[WORK ORDER] I'd like every line in the following listing that holds "edges" copied.
---
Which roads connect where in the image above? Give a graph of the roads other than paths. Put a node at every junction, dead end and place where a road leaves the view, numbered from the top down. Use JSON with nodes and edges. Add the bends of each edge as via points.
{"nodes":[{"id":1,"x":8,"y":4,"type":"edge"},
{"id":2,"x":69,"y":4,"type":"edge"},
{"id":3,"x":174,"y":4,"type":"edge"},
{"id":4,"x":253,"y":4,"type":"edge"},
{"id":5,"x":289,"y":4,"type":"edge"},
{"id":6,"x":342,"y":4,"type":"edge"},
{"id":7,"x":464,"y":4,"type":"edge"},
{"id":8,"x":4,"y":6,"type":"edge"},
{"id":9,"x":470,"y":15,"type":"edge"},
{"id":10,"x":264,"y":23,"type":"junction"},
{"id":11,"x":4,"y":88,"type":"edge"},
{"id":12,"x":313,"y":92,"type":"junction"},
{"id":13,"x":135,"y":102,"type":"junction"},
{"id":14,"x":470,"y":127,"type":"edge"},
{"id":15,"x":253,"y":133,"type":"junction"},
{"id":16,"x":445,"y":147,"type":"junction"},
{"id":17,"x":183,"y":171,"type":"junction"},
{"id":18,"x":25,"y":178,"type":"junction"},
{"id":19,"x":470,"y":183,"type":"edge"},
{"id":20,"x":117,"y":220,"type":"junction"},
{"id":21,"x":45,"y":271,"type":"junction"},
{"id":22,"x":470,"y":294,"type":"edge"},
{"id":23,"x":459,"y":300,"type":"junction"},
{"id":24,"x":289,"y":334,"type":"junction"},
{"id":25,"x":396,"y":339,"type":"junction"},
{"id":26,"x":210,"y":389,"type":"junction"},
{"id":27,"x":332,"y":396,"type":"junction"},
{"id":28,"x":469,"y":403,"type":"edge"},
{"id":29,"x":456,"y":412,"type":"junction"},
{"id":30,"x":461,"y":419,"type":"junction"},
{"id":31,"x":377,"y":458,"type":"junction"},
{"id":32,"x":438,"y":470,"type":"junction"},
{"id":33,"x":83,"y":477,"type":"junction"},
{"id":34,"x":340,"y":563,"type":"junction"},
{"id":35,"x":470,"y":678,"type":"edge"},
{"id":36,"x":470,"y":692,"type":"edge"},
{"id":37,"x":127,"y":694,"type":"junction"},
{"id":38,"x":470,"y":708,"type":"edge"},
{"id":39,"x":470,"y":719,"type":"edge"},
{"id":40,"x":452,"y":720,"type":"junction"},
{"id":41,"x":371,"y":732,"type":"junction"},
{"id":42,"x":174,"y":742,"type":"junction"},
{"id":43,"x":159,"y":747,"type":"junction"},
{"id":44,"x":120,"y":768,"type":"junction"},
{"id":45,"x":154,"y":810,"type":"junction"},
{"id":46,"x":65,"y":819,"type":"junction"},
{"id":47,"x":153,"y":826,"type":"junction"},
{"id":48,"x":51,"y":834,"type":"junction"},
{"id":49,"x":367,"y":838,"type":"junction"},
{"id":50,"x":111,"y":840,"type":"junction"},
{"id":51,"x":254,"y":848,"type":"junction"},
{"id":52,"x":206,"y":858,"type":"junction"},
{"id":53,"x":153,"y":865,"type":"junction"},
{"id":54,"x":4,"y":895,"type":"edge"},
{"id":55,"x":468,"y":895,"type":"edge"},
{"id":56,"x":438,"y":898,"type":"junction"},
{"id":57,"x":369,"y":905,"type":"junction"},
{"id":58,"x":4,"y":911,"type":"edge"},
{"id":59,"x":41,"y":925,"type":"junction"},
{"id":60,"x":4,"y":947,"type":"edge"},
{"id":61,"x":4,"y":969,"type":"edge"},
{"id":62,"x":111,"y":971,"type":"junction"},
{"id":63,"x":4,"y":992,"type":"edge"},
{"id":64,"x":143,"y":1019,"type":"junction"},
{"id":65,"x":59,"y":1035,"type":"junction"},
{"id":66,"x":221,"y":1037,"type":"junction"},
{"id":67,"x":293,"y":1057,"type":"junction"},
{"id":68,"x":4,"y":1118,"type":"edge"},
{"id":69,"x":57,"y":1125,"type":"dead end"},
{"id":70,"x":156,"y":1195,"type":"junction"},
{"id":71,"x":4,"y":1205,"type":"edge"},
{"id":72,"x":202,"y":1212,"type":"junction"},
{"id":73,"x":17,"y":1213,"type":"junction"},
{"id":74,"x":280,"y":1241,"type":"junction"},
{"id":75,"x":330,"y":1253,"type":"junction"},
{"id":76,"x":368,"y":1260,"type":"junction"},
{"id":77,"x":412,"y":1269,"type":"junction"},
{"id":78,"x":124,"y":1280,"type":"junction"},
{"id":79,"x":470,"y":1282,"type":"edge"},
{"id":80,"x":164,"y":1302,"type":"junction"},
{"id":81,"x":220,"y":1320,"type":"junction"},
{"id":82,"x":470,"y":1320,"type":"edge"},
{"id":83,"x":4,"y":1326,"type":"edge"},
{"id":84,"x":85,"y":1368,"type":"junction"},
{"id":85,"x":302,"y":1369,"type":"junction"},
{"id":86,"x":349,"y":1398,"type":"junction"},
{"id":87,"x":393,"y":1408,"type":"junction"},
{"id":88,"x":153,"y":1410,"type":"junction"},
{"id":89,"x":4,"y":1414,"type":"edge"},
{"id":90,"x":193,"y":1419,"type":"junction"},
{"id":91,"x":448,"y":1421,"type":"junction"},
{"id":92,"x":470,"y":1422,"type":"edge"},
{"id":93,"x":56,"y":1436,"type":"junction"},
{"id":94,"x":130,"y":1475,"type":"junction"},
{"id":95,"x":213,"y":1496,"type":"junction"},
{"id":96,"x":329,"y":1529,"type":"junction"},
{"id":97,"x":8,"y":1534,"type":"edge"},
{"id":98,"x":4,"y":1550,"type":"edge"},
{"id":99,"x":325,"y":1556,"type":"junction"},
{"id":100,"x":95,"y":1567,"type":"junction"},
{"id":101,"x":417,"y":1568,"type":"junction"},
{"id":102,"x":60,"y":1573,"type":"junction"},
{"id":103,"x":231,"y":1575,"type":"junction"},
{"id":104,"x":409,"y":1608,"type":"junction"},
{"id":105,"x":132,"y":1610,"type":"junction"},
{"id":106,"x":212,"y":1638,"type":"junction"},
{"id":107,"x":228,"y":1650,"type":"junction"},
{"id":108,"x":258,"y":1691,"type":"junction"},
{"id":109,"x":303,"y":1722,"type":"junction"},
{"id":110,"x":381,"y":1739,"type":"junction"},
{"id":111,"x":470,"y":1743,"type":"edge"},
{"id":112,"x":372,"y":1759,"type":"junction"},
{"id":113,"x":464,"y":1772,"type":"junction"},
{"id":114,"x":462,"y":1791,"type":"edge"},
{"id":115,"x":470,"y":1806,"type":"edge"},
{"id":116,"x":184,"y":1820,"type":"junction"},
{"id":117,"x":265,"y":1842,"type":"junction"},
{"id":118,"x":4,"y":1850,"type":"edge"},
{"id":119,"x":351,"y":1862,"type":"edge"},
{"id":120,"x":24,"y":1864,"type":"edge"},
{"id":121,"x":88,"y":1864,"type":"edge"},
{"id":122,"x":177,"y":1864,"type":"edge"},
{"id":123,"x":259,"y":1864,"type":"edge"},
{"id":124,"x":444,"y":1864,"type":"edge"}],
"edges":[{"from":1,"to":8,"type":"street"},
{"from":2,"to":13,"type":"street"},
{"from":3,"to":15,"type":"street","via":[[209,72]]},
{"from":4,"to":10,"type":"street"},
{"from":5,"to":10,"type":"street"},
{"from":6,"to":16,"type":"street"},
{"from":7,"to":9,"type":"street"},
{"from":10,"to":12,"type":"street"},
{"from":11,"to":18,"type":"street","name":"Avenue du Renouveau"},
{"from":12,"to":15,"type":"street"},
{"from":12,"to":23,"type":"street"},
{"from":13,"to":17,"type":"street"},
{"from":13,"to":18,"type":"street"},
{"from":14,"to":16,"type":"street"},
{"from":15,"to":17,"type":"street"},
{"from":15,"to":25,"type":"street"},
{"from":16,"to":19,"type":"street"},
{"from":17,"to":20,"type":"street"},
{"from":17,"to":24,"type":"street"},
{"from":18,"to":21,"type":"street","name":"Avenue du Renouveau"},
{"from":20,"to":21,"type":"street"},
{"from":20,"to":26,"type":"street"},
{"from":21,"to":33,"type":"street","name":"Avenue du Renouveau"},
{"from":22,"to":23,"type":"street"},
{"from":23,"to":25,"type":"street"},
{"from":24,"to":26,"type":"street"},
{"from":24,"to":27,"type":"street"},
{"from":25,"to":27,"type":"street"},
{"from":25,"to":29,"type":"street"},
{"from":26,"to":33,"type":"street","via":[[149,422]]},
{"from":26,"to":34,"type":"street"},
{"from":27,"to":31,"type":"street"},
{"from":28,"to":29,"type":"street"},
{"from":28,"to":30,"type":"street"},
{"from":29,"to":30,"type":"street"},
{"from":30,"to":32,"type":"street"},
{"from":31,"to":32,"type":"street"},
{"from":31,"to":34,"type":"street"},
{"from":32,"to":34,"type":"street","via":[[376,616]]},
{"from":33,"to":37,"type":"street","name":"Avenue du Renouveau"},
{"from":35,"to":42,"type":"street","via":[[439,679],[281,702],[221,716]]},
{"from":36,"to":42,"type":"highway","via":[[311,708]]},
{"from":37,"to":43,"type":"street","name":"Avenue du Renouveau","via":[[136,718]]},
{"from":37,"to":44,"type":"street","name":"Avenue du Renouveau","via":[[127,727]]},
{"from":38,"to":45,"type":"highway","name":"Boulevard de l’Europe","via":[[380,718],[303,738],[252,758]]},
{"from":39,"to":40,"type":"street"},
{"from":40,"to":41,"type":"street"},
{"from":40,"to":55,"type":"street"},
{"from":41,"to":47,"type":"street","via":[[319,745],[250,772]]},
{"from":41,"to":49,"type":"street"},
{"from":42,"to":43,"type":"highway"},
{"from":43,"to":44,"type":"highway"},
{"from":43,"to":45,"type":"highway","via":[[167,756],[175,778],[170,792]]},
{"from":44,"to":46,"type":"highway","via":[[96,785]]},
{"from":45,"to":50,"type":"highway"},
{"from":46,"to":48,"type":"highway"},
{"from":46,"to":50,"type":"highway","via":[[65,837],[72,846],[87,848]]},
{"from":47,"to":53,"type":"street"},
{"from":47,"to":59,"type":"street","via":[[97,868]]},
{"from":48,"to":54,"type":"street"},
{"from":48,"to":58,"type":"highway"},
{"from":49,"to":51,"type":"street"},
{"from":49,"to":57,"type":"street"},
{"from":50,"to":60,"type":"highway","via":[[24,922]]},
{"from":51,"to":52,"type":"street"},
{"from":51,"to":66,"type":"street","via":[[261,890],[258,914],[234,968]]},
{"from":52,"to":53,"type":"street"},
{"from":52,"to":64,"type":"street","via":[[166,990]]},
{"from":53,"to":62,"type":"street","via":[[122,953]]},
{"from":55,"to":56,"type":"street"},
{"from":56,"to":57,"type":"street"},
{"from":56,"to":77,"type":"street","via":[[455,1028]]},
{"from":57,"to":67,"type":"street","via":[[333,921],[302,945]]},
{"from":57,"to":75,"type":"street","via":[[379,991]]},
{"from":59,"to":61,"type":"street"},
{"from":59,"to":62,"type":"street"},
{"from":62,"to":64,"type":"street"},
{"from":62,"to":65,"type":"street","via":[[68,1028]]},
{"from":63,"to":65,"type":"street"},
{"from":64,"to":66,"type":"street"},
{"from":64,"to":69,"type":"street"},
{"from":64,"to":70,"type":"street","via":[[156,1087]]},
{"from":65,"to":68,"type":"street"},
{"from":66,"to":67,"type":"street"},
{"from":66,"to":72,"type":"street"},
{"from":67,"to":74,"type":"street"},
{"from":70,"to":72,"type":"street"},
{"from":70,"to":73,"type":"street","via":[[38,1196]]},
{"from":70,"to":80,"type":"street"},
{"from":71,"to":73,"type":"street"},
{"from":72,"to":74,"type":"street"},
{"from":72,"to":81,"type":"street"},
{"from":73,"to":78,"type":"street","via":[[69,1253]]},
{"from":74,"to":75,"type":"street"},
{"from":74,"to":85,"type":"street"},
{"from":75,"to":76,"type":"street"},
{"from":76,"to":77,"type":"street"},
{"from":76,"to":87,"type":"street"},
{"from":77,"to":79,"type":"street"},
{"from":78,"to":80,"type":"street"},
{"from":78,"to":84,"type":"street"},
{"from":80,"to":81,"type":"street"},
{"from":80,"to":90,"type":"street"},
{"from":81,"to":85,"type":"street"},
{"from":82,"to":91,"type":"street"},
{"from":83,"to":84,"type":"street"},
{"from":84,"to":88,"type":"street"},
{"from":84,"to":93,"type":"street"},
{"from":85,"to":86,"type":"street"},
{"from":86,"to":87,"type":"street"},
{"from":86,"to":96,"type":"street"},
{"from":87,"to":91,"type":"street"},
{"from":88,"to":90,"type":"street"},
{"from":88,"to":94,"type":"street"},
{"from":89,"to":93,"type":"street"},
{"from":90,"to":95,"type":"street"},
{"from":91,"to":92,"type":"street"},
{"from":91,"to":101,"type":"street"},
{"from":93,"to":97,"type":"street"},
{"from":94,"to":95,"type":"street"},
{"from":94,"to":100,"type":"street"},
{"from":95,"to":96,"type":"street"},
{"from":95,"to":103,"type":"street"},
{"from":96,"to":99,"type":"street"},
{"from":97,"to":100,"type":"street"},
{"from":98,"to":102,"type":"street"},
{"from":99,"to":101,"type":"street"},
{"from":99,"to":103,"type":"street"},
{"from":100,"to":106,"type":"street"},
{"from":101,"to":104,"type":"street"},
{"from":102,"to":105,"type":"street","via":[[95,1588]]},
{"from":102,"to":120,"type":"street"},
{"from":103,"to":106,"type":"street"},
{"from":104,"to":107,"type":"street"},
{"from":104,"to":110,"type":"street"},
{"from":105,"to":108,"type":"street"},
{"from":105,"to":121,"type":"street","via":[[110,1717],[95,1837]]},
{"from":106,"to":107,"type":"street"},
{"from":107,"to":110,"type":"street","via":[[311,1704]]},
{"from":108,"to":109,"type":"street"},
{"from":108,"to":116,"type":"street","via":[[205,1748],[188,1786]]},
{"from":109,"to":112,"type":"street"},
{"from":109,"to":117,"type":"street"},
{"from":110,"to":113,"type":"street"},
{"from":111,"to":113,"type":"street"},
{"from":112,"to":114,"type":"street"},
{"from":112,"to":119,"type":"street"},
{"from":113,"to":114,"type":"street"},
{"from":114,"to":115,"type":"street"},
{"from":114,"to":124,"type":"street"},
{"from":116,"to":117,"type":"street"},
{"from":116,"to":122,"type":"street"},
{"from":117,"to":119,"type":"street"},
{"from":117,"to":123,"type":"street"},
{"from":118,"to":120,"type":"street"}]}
---
[RESPONSE TO THE TASK]
Which roads connect where in the image above? Give a graph of the roads other than paths. Put a node at every junction, dead end and place where a road leaves the view, numbered from the top down. Use JSON with nodes and edges. Add the bends of each edge as via points.
"edges":[{"from":1,"to":8,"type":"street"},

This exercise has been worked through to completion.